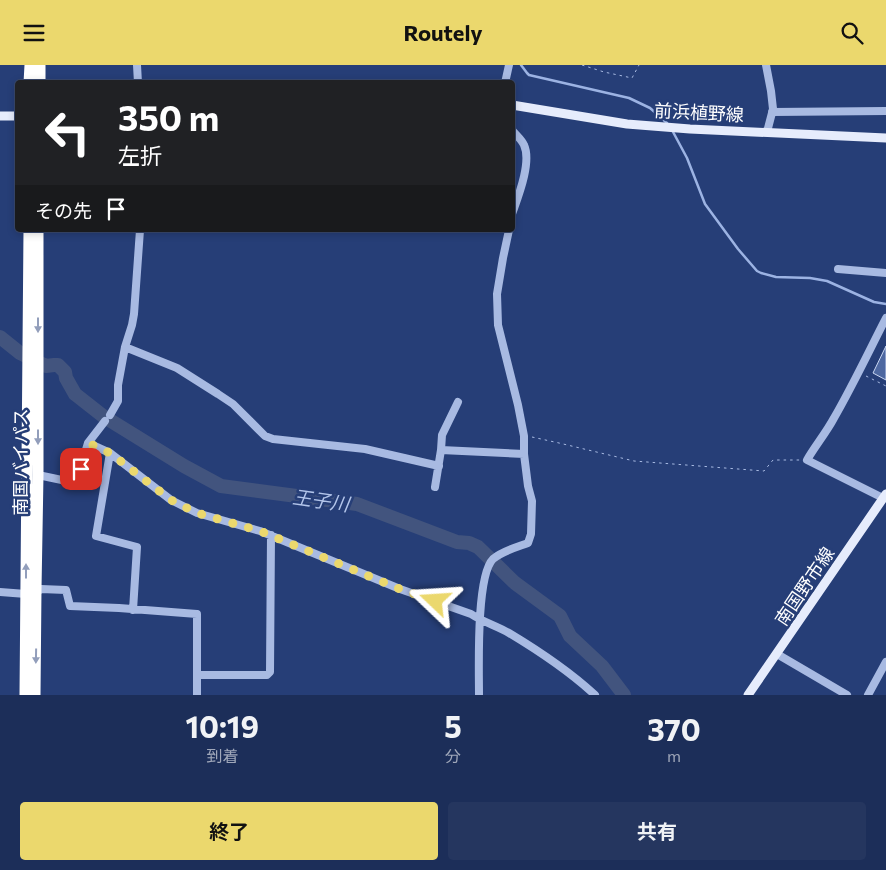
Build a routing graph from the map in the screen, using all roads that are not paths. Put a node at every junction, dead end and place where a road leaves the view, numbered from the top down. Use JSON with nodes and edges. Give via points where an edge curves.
{"nodes":[{"id":1,"x":30,"y":65,"type":"edge"},
{"id":2,"x":40,"y":65,"type":"edge"},
{"id":3,"x":137,"y":65,"type":"edge"},
{"id":4,"x":509,"y":65,"type":"edge"},
{"id":5,"x":766,"y":65,"type":"edge"},
{"id":6,"x":29,"y":80,"type":"edge"},
{"id":7,"x":40,"y":80,"type":"edge"},
{"id":8,"x":138,"y":80,"type":"edge"},
{"id":9,"x":506,"y":80,"type":"edge"},
{"id":10,"x":515,"y":105,"type":"edge"},
{"id":11,"x":886,"y":111,"type":"edge"},
{"id":12,"x":772,"y":112,"type":"junction"},
{"id":13,"x":0,"y":116,"type":"edge"},
{"id":14,"x":15,"y":116,"type":"edge"},
{"id":15,"x":767,"y":132,"type":"junction"},
{"id":16,"x":515,"y":134,"type":"edge"},
{"id":17,"x":886,"y":138,"type":"edge"},
{"id":18,"x":515,"y":205,"type":"edge"},
{"id":19,"x":140,"y":232,"type":"edge"},
{"id":20,"x":509,"y":232,"type":"edge"},
{"id":21,"x":34,"y":236,"type":"edge"},
{"id":22,"x":838,"y":269,"type":"dead end"},
{"id":23,"x":886,"y":273,"type":"edge"},
{"id":24,"x":886,"y":317,"type":"edge"},
{"id":25,"x":125,"y":347,"type":"junction"},
{"id":26,"x":33,"y":387,"type":"junction"},
{"id":27,"x":458,"y":402,"type":"dead end"},
{"id":28,"x":88,"y":443,"type":"junction"},
{"id":29,"x":441,"y":449,"type":"junction"},
{"id":30,"x":110,"y":453,"type":"junction"},
{"id":31,"x":524,"y":454,"type":"junction"},
{"id":32,"x":439,"y":466,"type":"junction"},
{"id":33,"x":38,"y":475,"type":"junction"},
{"id":34,"x":435,"y":487,"type":"dead end"},
{"id":35,"x":884,"y":496,"type":"edge"},
{"id":36,"x":271,"y":535,"type":"junction"},
{"id":37,"x":0,"y":592,"type":"edge"},
{"id":38,"x":31,"y":593,"type":"junction"},
{"id":39,"x":133,"y":610,"type":"junction"},
{"id":40,"x":480,"y":620,"type":"junction"},
{"id":41,"x":31,"y":622,"type":"junction"},
{"id":42,"x":777,"y":654,"type":"junction"},
{"id":43,"x":886,"y":663,"type":"edge"},
{"id":44,"x":197,"y":675,"type":"junction"},
{"id":45,"x":32,"y":693,"type":"edge"},
{"id":46,"x":197,"y":695,"type":"edge"},
{"id":47,"x":479,"y":695,"type":"edge"},
{"id":48,"x":595,"y":695,"type":"edge"},
{"id":49,"x":748,"y":695,"type":"edge"},
{"id":50,"x":847,"y":695,"type":"edge"},
{"id":51,"x":868,"y":695,"type":"edge"}],
"edges":[{"from":1,"to":6,"type":"highway"},
{"from":2,"to":7,"type":"highway"},
{"from":3,"to":8,"type":"street"},
{"from":4,"to":9,"type":"street"},
{"from":5,"to":12,"type":"street"},
{"from":10,"to":15,"type":"main road","name":"前浜植野線","via":[[627,124]]},
{"from":11,"to":12,"type":"street"},
{"from":12,"to":15,"type":"street"},
{"from":13,"to":14,"type":"main road"},
{"from":15,"to":17,"type":"main road","name":"前浜植野線"},
{"from":16,"to":18,"type":"street","via":[[526,153],[524,178]]},
{"from":19,"to":25,"type":"street","via":[[134,314]]},
{"from":20,"to":31,"type":"street","via":[[497,294],[498,325],[518,405]]},
{"from":21,"to":26,"type":"highway","name":"南国バイパス"},
{"from":22,"to":23,"type":"street"},
{"from":24,"to":35,"type":"street","via":[[859,373],[807,461]]},
{"from":25,"to":28,"type":"street","via":[[118,401]]},
{"from":25,"to":32,"type":"street","via":[[177,369],[233,404],[265,436],[364,449]]},
{"from":26,"to":33,"type":"highway","name":"南国バイパス","one_way":true},
{"from":38,"to":26,"type":"highway","name":"南国バイパス","one_way":true},
{"from":27,"to":29,"type":"street","via":[[443,430]]},
{"from":28,"to":30,"type":"street"},
{"from":28,"to":33,"type":"street","via":[[76,483]]},
{"from":29,"to":31,"type":"street"},
{"from":29,"to":32,"type":"street"},
{"from":30,"to":36,"type":"street","via":[[171,500],[197,513]]},
{"from":30,"to":39,"type":"street","via":[[96,536],[137,547]]},
{"from":31,"to":40,"type":"street","via":[[532,501],[530,539],[492,561],[484,584]]},
{"from":32,"to":34,"type":"street"},
{"from":33,"to":38,"type":"highway","name":"南国バイパス"},
{"from":35,"to":42,"type":"main road","name":"南国野市線"},
{"from":36,"to":40,"type":"street"},
{"from":36,"to":44,"type":"street","via":[[270,672],[267,675]]},
{"from":37,"to":38,"type":"street"},
{"from":38,"to":39,"type":"street","via":[[41,589],[66,590],[70,606]]},
{"from":38,"to":41,"type":"highway","name":"南国バイパス"},
{"from":39,"to":44,"type":"street","via":[[197,614]]},
{"from":40,"to":47,"type":"street"},
{"from":40,"to":48,"type":"street","via":[[540,652]]},
{"from":41,"to":45,"type":"highway","name":"南国バイパス","one_way":true},
{"from":41,"to":45,"type":"highway","name":"南国バイパス","via":[[26,680]]},
{"from":42,"to":49,"type":"main road","name":"南国野市線"},
{"from":42,"to":50,"type":"street"},
{"from":43,"to":51,"type":"street"},
{"from":44,"to":46,"type":"street"}]}
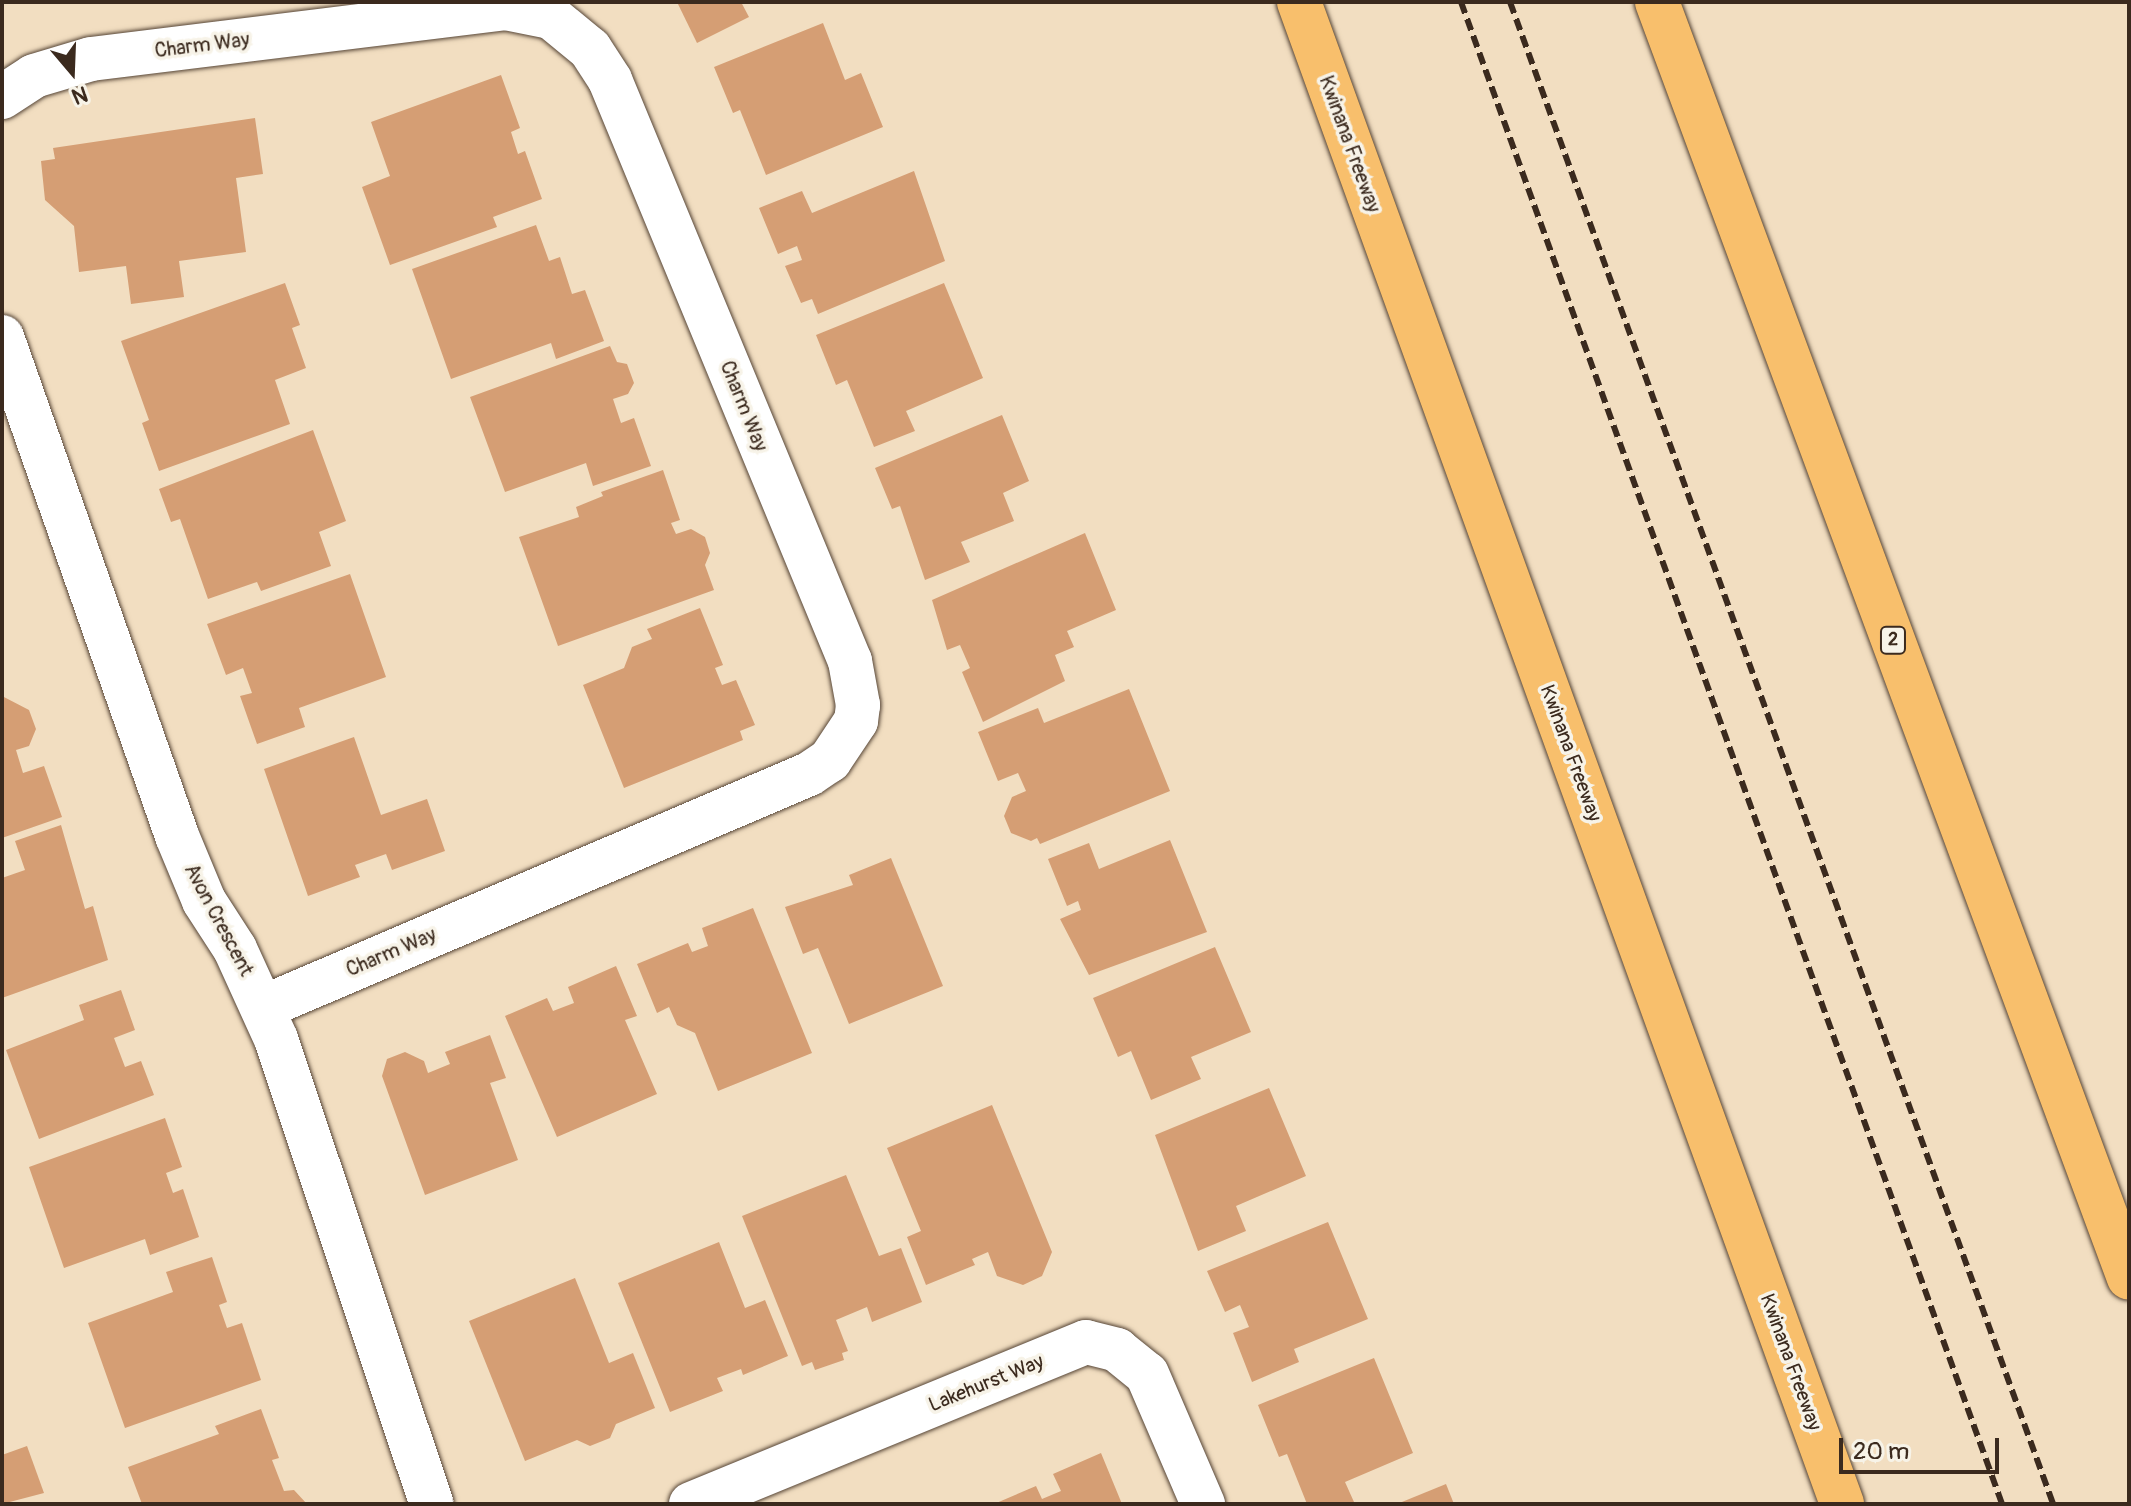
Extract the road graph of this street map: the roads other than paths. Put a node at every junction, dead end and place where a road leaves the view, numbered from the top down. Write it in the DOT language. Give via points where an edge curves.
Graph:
graph roads {
  1 [pos="1299,2"];
  2 [pos="1657,2"];
  3 [pos="2,97"];
  4 [pos="2,337"];
  5 [pos="264,1007"];
  6 [pos="2129,1278"];
  7 [pos="432,1504"];
  8 [pos="691,1504"];
  9 [pos="1203,1504"];
  10 [pos="1842,1504"];
  1 -- 10 [label="highway, Kwinana Freeway"];
  2 -- 6 [label="highway, 2"];
  3 -- 5 [label="street, Charm Way" via="34,76 91,59 505,8 551,17 569,28 610,80 850,661 856,721 830,760 809,774"];
  4 -- 5 [label="street, Avon Crescent" via="177,836 204,901"];
  5 -- 7 [label="street, Avon Crescent"];
  8 -- 9 [label="street, Lakehurst Way" via="1086,1342 1117,1350 1147,1374"];
}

★ ★ ★ ★

§ **Required action**
Reproduce only the lines running from the one with "Extract the road" through the final line of the listing above, both ends included.

§ **Reply to the exercise**
Extract the road graph of this street map: the roads other than paths. Put a node at every junction, dead end and place where a road leaves the view, numbered from the top down. Write it in the DOT language. Give via points where an edge curves.
Graph:
graph roads {
  1 [pos="1299,2"];
  2 [pos="1657,2"];
  3 [pos="2,97"];
  4 [pos="2,337"];
  5 [pos="264,1007"];
  6 [pos="2129,1278"];
  7 [pos="432,1504"];
  8 [pos="691,1504"];
  9 [pos="1203,1504"];
  10 [pos="1842,1504"];
  1 -- 10 [label="highway, Kwinana Freeway"];
  2 -- 6 [label="highway, 2"];
  3 -- 5 [label="street, Charm Way" via="34,76 91,59 505,8 551,17 569,28 610,80 850,661 856,721 830,760 809,774"];
  4 -- 5 [label="street, Avon Crescent" via="177,836 204,901"];
  5 -- 7 [label="street, Avon Crescent"];
  8 -- 9 [label="street, Lakehurst Way" via="1086,1342 1117,1350 1147,1374"];
}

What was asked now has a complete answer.